Two, Ed seems blissfully unaware of the circular nature of money.  Yes, that sum on my credit card bill is my debt and it would be great if I didn’t have to pay it and I would in fact be able to spend more if it were gone.

But… that same amount of money—plus the interest I pay for the privilege of borrowing it—belongs to other people. That interest goes to the credit card company, who uses it to pay their workers and their bills, plus some amount of profit for their stockholders which I’m pretty sure is ungodly, but let that pass.  If we suddenly yanked the billions of dollars of household credit card debt[3] out of the economy, you don’t have to be a student of economics to imagine the disaster that would follow.

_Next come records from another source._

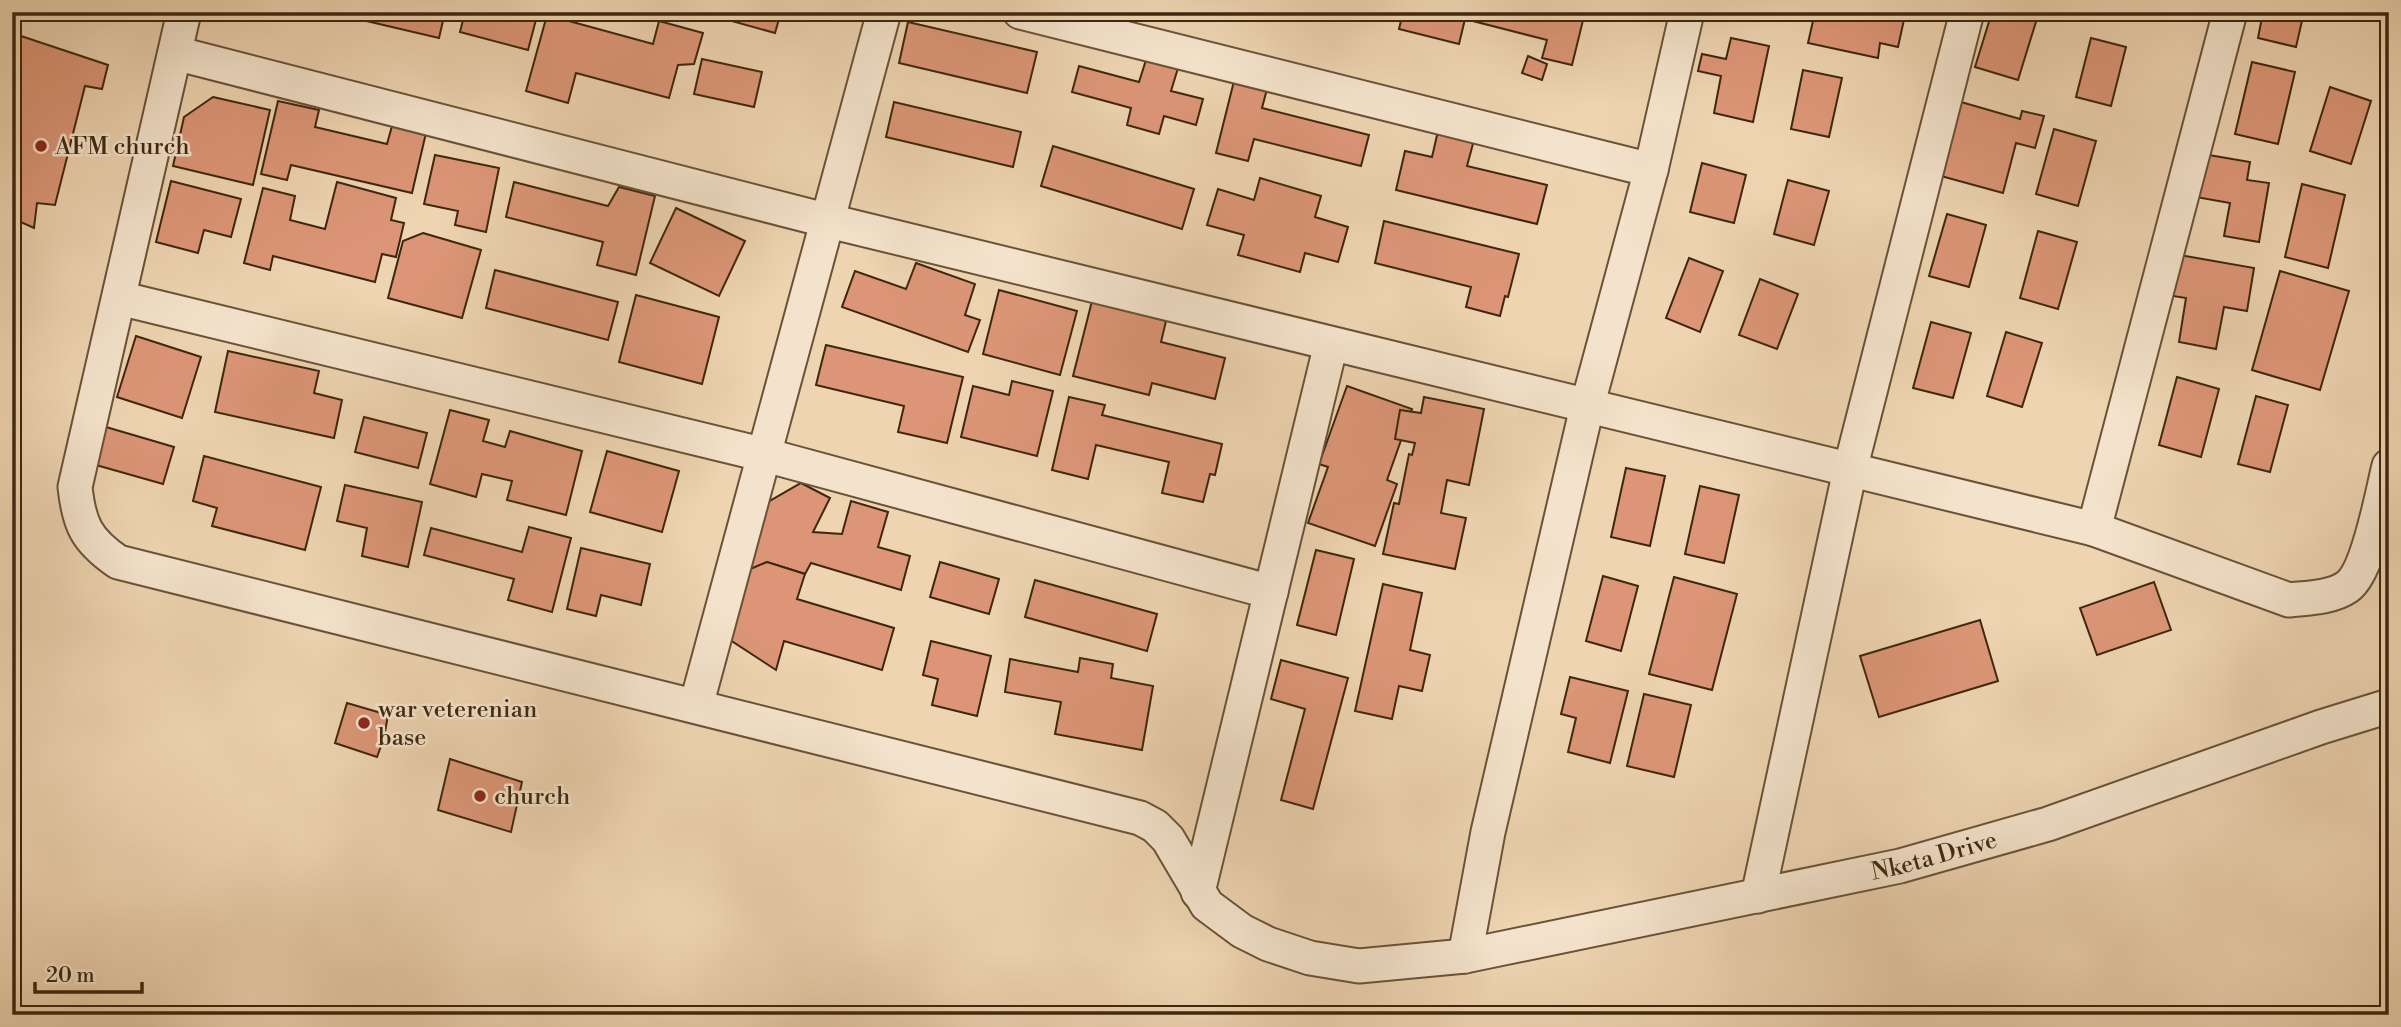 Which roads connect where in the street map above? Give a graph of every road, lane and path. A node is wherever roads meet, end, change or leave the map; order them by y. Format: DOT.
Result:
graph roads {
  1 [pos="184,12"];
  2 [pos="884,12"];
  3 [pos="1020,12"];
  4 [pos="1687,12"];
  5 [pos="1967,12"];
  6 [pos="2230,12"];
  7 [pos="175,53"];
  8 [pos="1651,170"];
  9 [pos="829,221"];
  10 [pos="118,298"];
  11 [pos="1331,344"];
  12 [pos="1587,407"];
  13 [pos="765,454"];
  14 [pos="2389,466"];
  15 [pos="1850,470"];
  16 [pos="2094,529"];
  17 [pos="1271,592"];
  18 [pos="696,706"];
  19 [pos="2389,706"];
  20 [pos="1198,892"];
  21 [pos="1758,896"];
  22 [pos="1465,957"];
  1 -- 7 [label="street, Nketa Drive"];
  2 -- 9 [label="street"];
  3 -- 8 [label="street"];
  4 -- 8 [label="street"];
  5 -- 15 [label="street"];
  6 -- 16 [label="street"];
  7 -- 9 [label="street"];
  7 -- 10 [label="street, Nketa Drive"];
  8 -- 12 [label="street"];
  9 -- 11 [label="street"];
  9 -- 13 [label="street"];
  10 -- 13 [label="street"];
  10 -- 18 [label="street, Nketa Drive"];
  11 -- 12 [label="street"];
  11 -- 17 [label="street"];
  12 -- 15 [label="street"];
  12 -- 22 [label="street"];
  13 -- 17 [label="street"];
  13 -- 18 [label="street"];
  14 -- 16 [label="street"];
  15 -- 16 [label="street"];
  15 -- 21 [label="street"];
  17 -- 20 [label="street"];
  18 -- 20 [label="street, Nketa Drive"];
  19 -- 21 [label="street, Nketa Drive"];
  20 -- 22 [label="street, Nketa Drive"];
  21 -- 22 [label="street, Nketa Drive"];
} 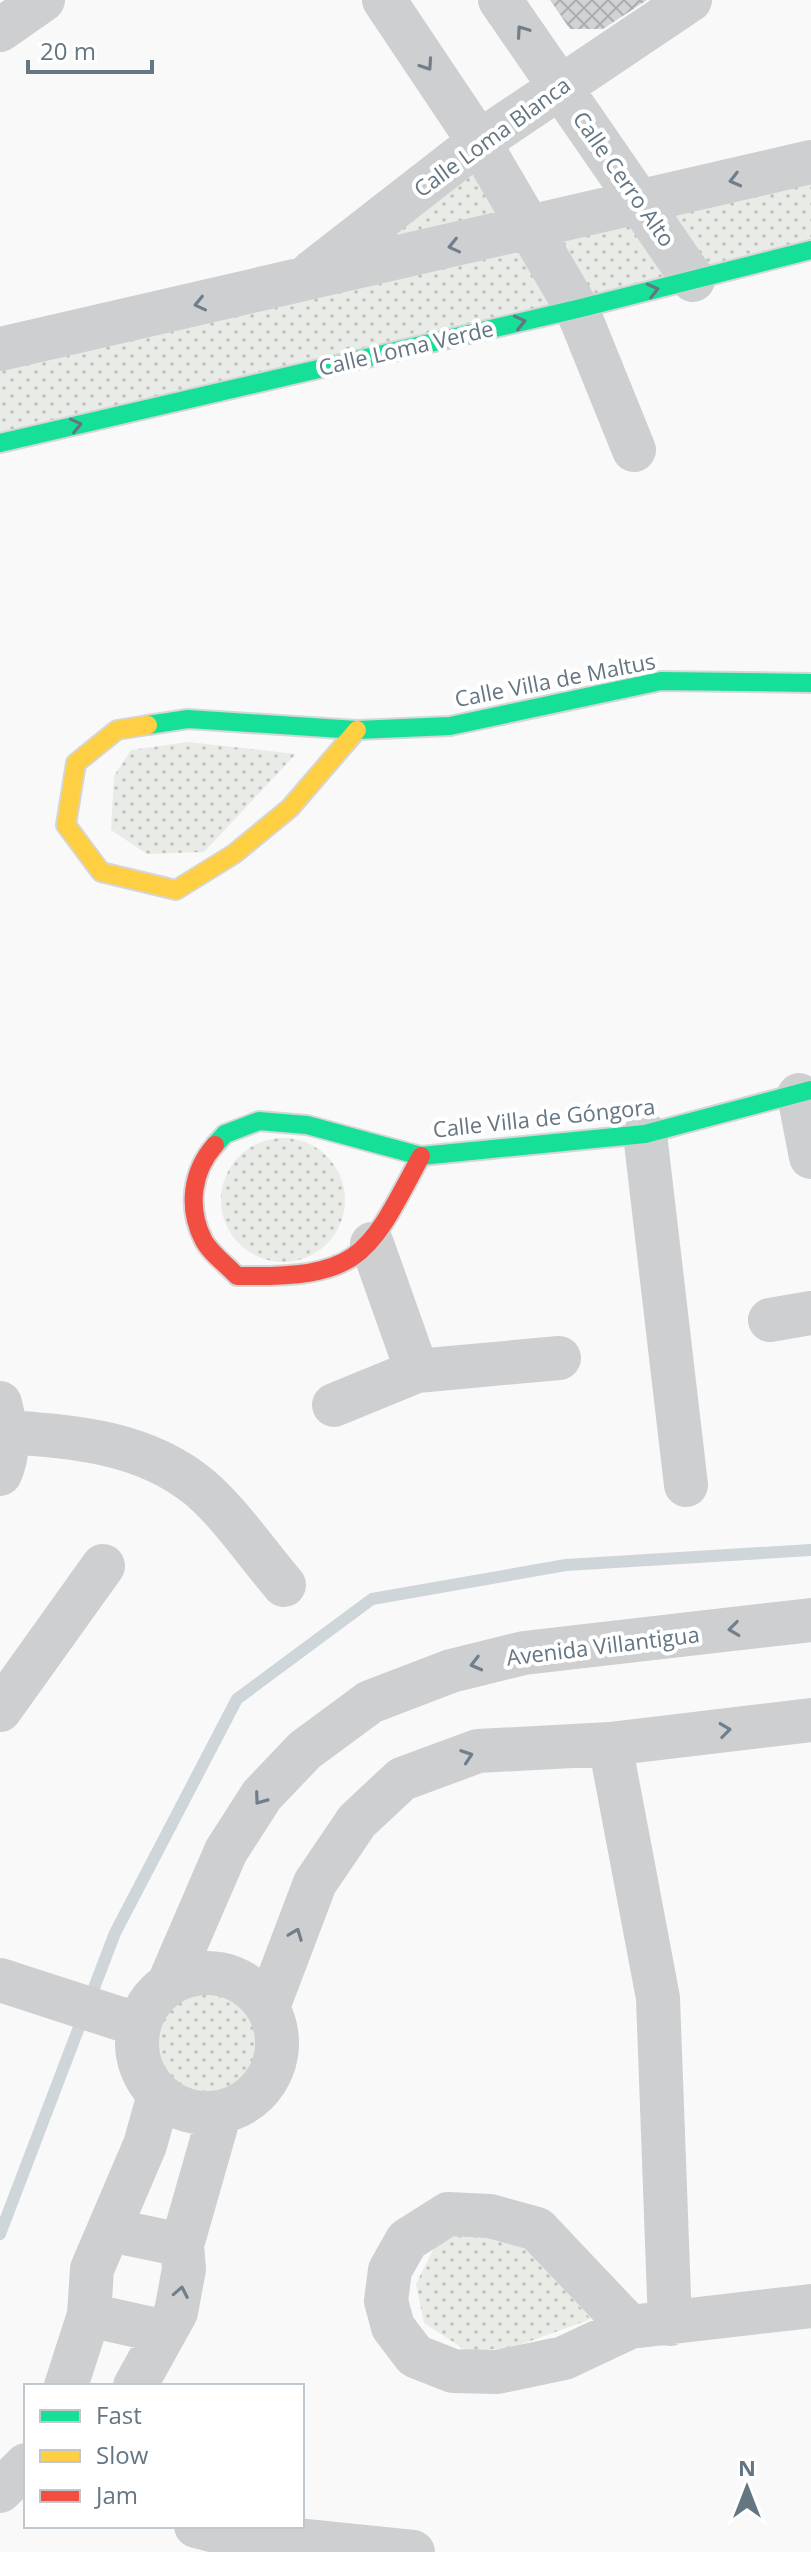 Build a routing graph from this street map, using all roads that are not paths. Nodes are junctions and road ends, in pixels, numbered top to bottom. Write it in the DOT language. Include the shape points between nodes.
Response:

(For one thing, all the credit card companies would immediately go bankrupt, so there would be no way for us to charge anything anyway.  A thinker, Ed Anger was not.)

Ed makes the mistake of thinking that our money supply is a zero-sum game.  In his case, he imagines you can just wipe the books clean and start over, like hitting reset on your cassette tape player’s counter.[4]

Maggie makes the same mistake in thinking of the money supply as a zero-sum game, pretending that she thinks that we will run out of “other people’s money,” when in fact all our money flows in a circle.  However, she’s a little more insidious in the game she’s playing.  She is playing a zero-sum game: she doesn’t want the money flowing in a circle, she wants it flowing in one direction—towards the rich.  They deserve it, you know.  They’re job creators, unlike those unworthy parasites who only, oh, I don’t know, work the jobs.  Socialism: bah! humbug!

It is this very kind of snide punching down to the less fortunate that makes me see red and dream dreams about The Revolution.  And it’s this lack of understanding of basic economic terms that drives me to hover over that Unfollow button more and more every day.

—————
[1] Of course, that’s the point of a Poe: you can’t tell.

[2] It seems he did it twice, in fact, here and here.  (You have to give the author credit for actually writing a new column for the second one.)

[3] $712 billion as of Q3 2015

[4] I’m old.  Shut up.  Okay fine, your trip mileage calculator in your fancy self-driving car, you hippity-hop punk. Get off my lawn.